Phytotoxicity of the RB 160 dye and its degraded products was assessed using the seed germination assay. The examination was done (at room temperature) on corn and green gram (50 seeds of each) by adding 15 mL of Reactive Blue 160 dye (500 ppm) or their products (from 500 ppm treatment batch), while plain water being a control. Germination (%), length of radical, shoot and root were examined after 7 days [20]. The microbial toxicity of intact RB 160 dye and their degraded products achieved after its degradation (500 ppm) was tested on B. subtilis, Ecoli, S. epidermis and the zone of inhibition (diameter in cm) was measured after 24 h of incubation at 37 °C [21].

2.7. Statistical analysis

All the assays were carried out in triplicate and the values are represented as mean ± SEM. The statistical analysis was done using one-way ANOVA using Graphpd prism 6.0, with Tukey–Kramer comparison test, p < 0.05 being statistically significant.

3. Result and discussion

3.1. Identification and phylogenetic positioning of the bacterial isolate

The isolated bacterial strain having significant RB160 dye decolorization ability were isolated from dye infected soil samples collected around the Noyyal river basin, Tirupur, India. The 16S rDNA gene sequence revealed that the bacterial isolate T2 as Bacillus subtilis. Fig. 1 shows the phylogenetic relationship between the isolated bacterial strain and other related bacteria found in the Genbank database. The homology analysis showed that the strain T2 was in the phylogenetic branch of the Bacillus genus, showing maximum similarity with (96 %) Bacillus subtilis. Bacillus sp. were highly used in the bioremediation methods like to activated sludge method, decolorizing and degrading azo dyes [22,23]. Many other studies have been conducted on this Bacillussubtilis sp. to test their bioremediation potential in recent years. For example, disperse yellow 211 and Crystal violet dyes were treated with the Bacillus. sp for decolorization and degradation purposes [24,25].

Fig. 1.

Phylogenetic tree showing the sequential relationship between the dye decolorizing bacterial strain of Bacillus subtilis. An algorithm with bootstrap values expressed as percentage of 1000 replicates. Bar 0.05 substitutions per nucleotide position.
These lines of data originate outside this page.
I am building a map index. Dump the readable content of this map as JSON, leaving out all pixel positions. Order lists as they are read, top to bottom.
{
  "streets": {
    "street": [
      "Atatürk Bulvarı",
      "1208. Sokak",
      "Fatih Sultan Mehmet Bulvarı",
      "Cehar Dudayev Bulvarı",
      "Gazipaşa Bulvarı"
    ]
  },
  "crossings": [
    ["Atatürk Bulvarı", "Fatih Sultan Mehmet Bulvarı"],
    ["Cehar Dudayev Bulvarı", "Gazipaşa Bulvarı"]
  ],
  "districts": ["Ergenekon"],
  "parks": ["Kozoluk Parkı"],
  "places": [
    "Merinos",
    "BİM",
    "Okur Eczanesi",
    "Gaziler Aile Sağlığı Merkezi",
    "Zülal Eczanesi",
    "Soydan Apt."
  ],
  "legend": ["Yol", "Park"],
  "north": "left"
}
3.2. Effects of initial concentrations of RB 160 dye

Three different concentrations were randomly selected for (300,500 and 800 ppm) the decolorization treatment. The bacterial strain showed a complete reduction with 300 and 500 mg/l of RB 160 dye after 48 h incubation. However, the bacterial strain was unable to reduce the dye completely at the highest concentration of 800 ppm, in which the maximum decolorization observed was 88 % (Fig. 2). The high concentration of azo dye restrains cell growth and nucleic acid biosynthesis [26], the dye concentration affecting the growth of microorganism is a significant concern in this study. Similar studies that showed microbial degradation of azo dyes, for example, Pseudomonas aeruginosa isolated from the tannery effluent site required 24 h for 80 % decolorization of Navitan Fast Blue S5R dye at 200 mg/l initial concentration [27], while, Pseudomonas luteola degraded different dyes within 42 h [28]. Moreover, Pseudomonas fluorescens has been reported to decolorize 40–80 % of various azo dyes at an initial concentration of 20 mg/l and the decolorization efficiency of Pseudomonas sp. in the consortia significantly increased compared to the individual isolates [29]. Previous reports on the dye decolorization had few limitations such as, only low concentration can be decolorized (range of 0.1−0.2 g/l) and a bacterial consortia was required for efficient decolorization, whereas, the outcome of this study affirmed that B. subtilis without any aid, can decolorize100 % of the dye at a maximum of 500 g/l initial concentrations.

Fig. 2.

Decolourization capability of the Bacillus subtilis strains at different concentration (300, 500 and 800 mg/l) of Reactive Blue 160 dye. (For interpretation of the references to colour in this figure legend, the reader is referred to the web version of this article).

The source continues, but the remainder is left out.